Quienes siguen
habitualmente mis reseñas literarias sabrán que no frecuento en mis
valoraciones el calificativo de «obra maestra» para casi ninguna de las
novedades editoriales que llegan a mis manos. Suelo reservarme tamaño epíteto
para los clásicos; y no responde ello al prurito del purista exigente y snob que no ve ya mérito en nada de lo
que se escriba hoy, sino a la constatación de una verdad que honestamente
debemos asumir: es muy difícil alcanzar con un libro la categoría de «obra
maestra». Pues bien, David Toscana ha escrito con La ciudad que el diablo se llevó (Candaya), una obra maestra, una
novela destinada a perdurar en los anales literarios porque condensa en su
ejecución los dos rasgos que considero esenciales para su inmortalidad: el
respeto por la tradición literaria y la reformulación de esa misma tradición
mediante una voz particularísima que no remeda sino que crea de nuevo cuño.

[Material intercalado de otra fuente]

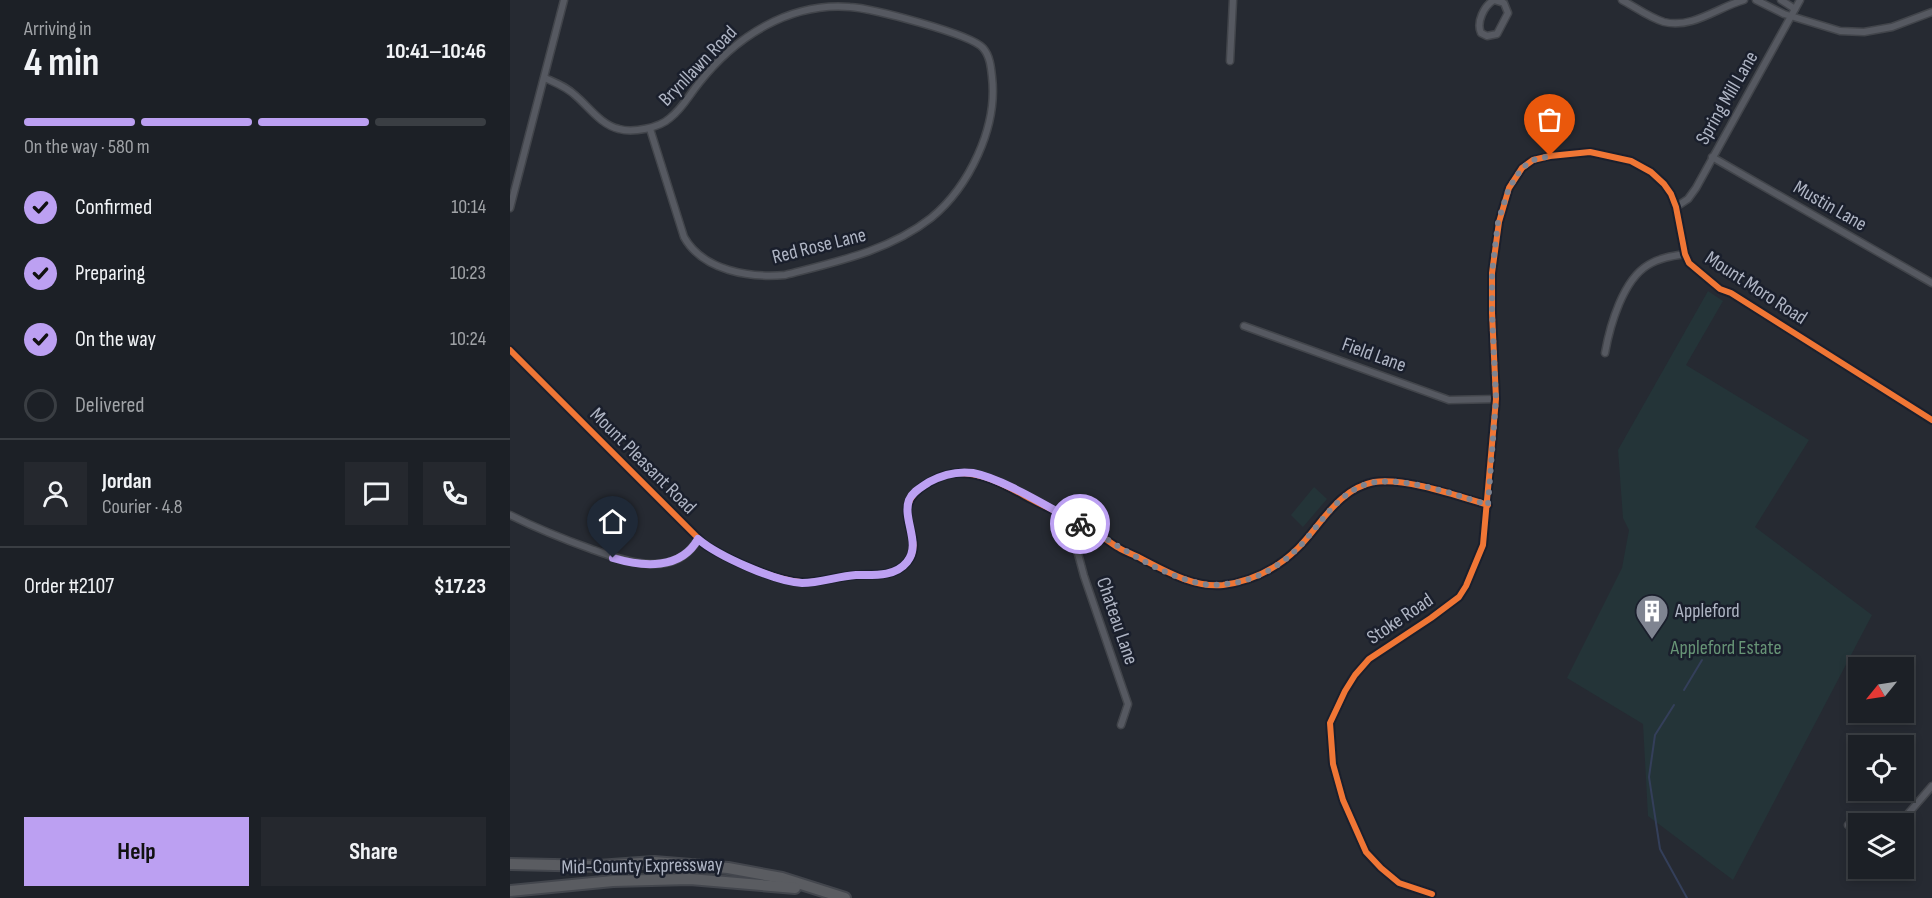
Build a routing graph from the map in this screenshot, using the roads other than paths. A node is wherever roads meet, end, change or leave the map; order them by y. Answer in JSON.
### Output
{"nodes":[{"id":1,"x":564,"y":0,"type":"edge"},
{"id":2,"x":1233,"y":0,"type":"edge"},
{"id":3,"x":1622,"y":0,"type":"edge"},
{"id":4,"x":1744,"y":0,"type":"edge"},
{"id":5,"x":1756,"y":0,"type":"edge"},
{"id":6,"x":1781,"y":0,"type":"edge"},
{"id":7,"x":1800,"y":0,"type":"edge"},
{"id":8,"x":1501,"y":1,"type":"edge"},
{"id":9,"x":1796,"y":9,"type":"junction"},
{"id":10,"x":1932,"y":12,"type":"edge"},
{"id":11,"x":1792,"y":16,"type":"junction"},
{"id":12,"x":1230,"y":61,"type":"dead end"},
{"id":13,"x":545,"y":78,"type":"junction"},
{"id":14,"x":988,"y":122,"type":"joint"},
{"id":15,"x":650,"y":129,"type":"junction"},
{"id":16,"x":1712,"y":157,"type":"junction"},
{"id":17,"x":510,"y":204,"type":"edge"},
{"id":18,"x":1676,"y":207,"type":"junction"},
{"id":19,"x":1685,"y":254,"type":"junction"},
{"id":20,"x":1932,"y":283,"type":"edge"},
{"id":21,"x":1244,"y":326,"type":"dead end"},
{"id":22,"x":510,"y":350,"type":"edge"},
{"id":23,"x":1605,"y":352,"type":"dead end"},
{"id":24,"x":1496,"y":399,"type":"junction"},
{"id":25,"x":1932,"y":420,"type":"edge"},
{"id":26,"x":1488,"y":505,"type":"junction"},
{"id":27,"x":510,"y":515,"type":"edge"},
{"id":28,"x":1082,"y":525,"type":"junction"},
{"id":29,"x":698,"y":539,"type":"junction"},
{"id":30,"x":1120,"y":725,"type":"dead end"},
{"id":31,"x":1932,"y":786,"type":"edge"},
{"id":32,"x":1909,"y":813,"type":"edge"},
{"id":33,"x":510,"y":864,"type":"edge"},
{"id":34,"x":510,"y":891,"type":"edge"},
{"id":35,"x":1432,"y":894,"type":"dead end"},
{"id":36,"x":845,"y":898,"type":"edge"}],
"edges":[{"from":1,"to":13,"type":"street"},
{"from":2,"to":12,"type":"street"},
{"from":3,"to":4,"type":"street"},
{"from":5,"to":11,"type":"street"},
{"from":6,"to":9,"type":"street"},
{"from":7,"to":9,"type":"street","name":"Spring Mill Lane"},
{"from":8,"to":8,"type":"street"},
{"from":9,"to":11,"type":"street","name":"Spring Mill Lane"},
{"from":10,"to":11,"type":"street"},
{"from":11,"to":16,"type":"street","name":"Spring Mill Lane"},
{"from":13,"to":15,"type":"street","name":"Brynllawn Road"},
{"from":13,"to":17,"type":"street"},
{"from":14,"to":15,"type":"street","name":"Brynllawn Road"},
{"from":14,"to":15,"type":"street","name":"Red Rose Lane"},
{"from":16,"to":18,"type":"street","name":"Spring Mill Lane"},
{"from":16,"to":20,"type":"street","name":"Mustin Lane"},
{"from":18,"to":19,"type":"street","name":"Mount Moro Road"},
{"from":18,"to":24,"type":"street","name":"Mount Moro Road"},
{"from":19,"to":23,"type":"street"},
{"from":19,"to":25,"type":"street","name":"Mount Moro Road"},
{"from":21,"to":24,"type":"street","name":"Field Lane"},
{"from":22,"to":29,"type":"street","name":"Mount Pleasant Road"},
{"from":24,"to":26,"type":"street","name":"Mount Moro Road"},
{"from":26,"to":28,"type":"street","name":"Mount Pleasant Road"},
{"from":26,"to":35,"type":"street","name":"Stoke Road"},
{"from":27,"to":29,"type":"street"},
{"from":28,"to":29,"type":"street","name":"Mount Pleasant Road"},
{"from":28,"to":30,"type":"street","name":"Chateau Lane"},
{"from":31,"to":32,"type":"street"},
{"from":33,"to":36,"type":"highway"},
{"from":34,"to":36,"type":"highway","name":"Mid-County Expressway"}]}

Porque en esta novela, efectivamente, se compendia todo lo mejor de la
tradición literaria europea de la primera mitad del siglo XX: el decadentismo
modernista en su mórbida relación con la muerte, aunque con matices
irreverentes y desnaturalizados; el esperpento valleinclanesco en el
comportamiento y diálogos de los personajes, entre el cinismo y el desamparo,
títeres de sí mismos y del demiurgo de la desgracia, que maneja –irónica y
displicente– los hilos de su existencia. (Cambiemos Madrid por Varsovia y ya
tenemos redivivo por las páginas de Toscana el viaje onírico y noctámbulo de
Max Estrella en Luces de bohemia).
Pero también, trazas del teatro del absurdo en la irracionalidad de las
acciones y conversaciones de los personajes, que reflejan el sinsentido de una
sociedad en ruinas, la sobreviviente a las atrocidades de la II Guerra Mundial,
abocada al nihilismo, único espacio ontológico en el que poder reconocerse tras
haber desparecido el hombre como tal, aniquilado en su propio envilecimiento.
Y todo ello con
unos protagonistas inolvidables, cuyo desvalimiento y orfandad –indigentes como
son de un tiempo periclitado donde los hombres aún ejercían como tales– tanto
me han recordado a los personajes inocentes, bonachones y tiernamente cómicos
(aunque con sonrisa de acíbar) de Antonio Skármeta.
Feliks, Kazimierz,
Eugeniusz y Ludwick, que así se llaman los antihéroes de esta novela, se libran
milagrosamente de ser ejecutados por un pelotón nazi en las postrimerías de la II
Guerra Mundial, antes de la liberación soviética. Su existencia, sin embargo, a
partir de ese momento, será el errático deambular del superviviente desnortado que
ha sido despojado de su condición de ser humano. Son, como la ciudad misma,
cascotes de un derrumbe general que intentan en sus reuniones alucinadas de
borrachera y camaradería, retornar con la imaginación y performances desesperadas a la cotidianidad de antes de la guerra,
rasgar la capa mugrienta del presente para hallar, como en los muros de
Varsovia, aquella cartelera de teatro oculta tras los sucesivos pasquines
propagandísticos de nazis y bolcheviques. Una imaginación que es recreativa en
el doble sentido del término: el esparcimiento lúdico que los salva de la
terrible realidad, pero también la re-creación, la vocación de refundar el
mundo desde los vestigios de un pasado feliz que se antoja remoto.
La atmósfera que
crea Toscana es absolutamente inmersiva: uno siente el viento colarse por las
oquedades de los edificios derruidos, inhala el polvo en suspensión de la
destrucción, escucha crujir los cascotes bajo los pies, y todo es grisura y
luna helada de posguerra. Y entre todo ese ambiente, de repente, el bellísimo
trallazo poético, esporádico pero luminoso, como otra niña de rojo en La lista de Schindler. Y así, el
novelista que ha perdido su novela durante la guerra y que busca
desesperadamente entre las tumbas del cementerio por si hallase su epitafio,
quizás la haya encontrado al fin.
1 comentario:
¡Ésta caerá! La otra tarde entrevistaron al autor en "El ojo crítico", y era una delicia escucharlo. Sólo falta que ahora vengas tú y la pongas por las nubes. Está claro que caerá.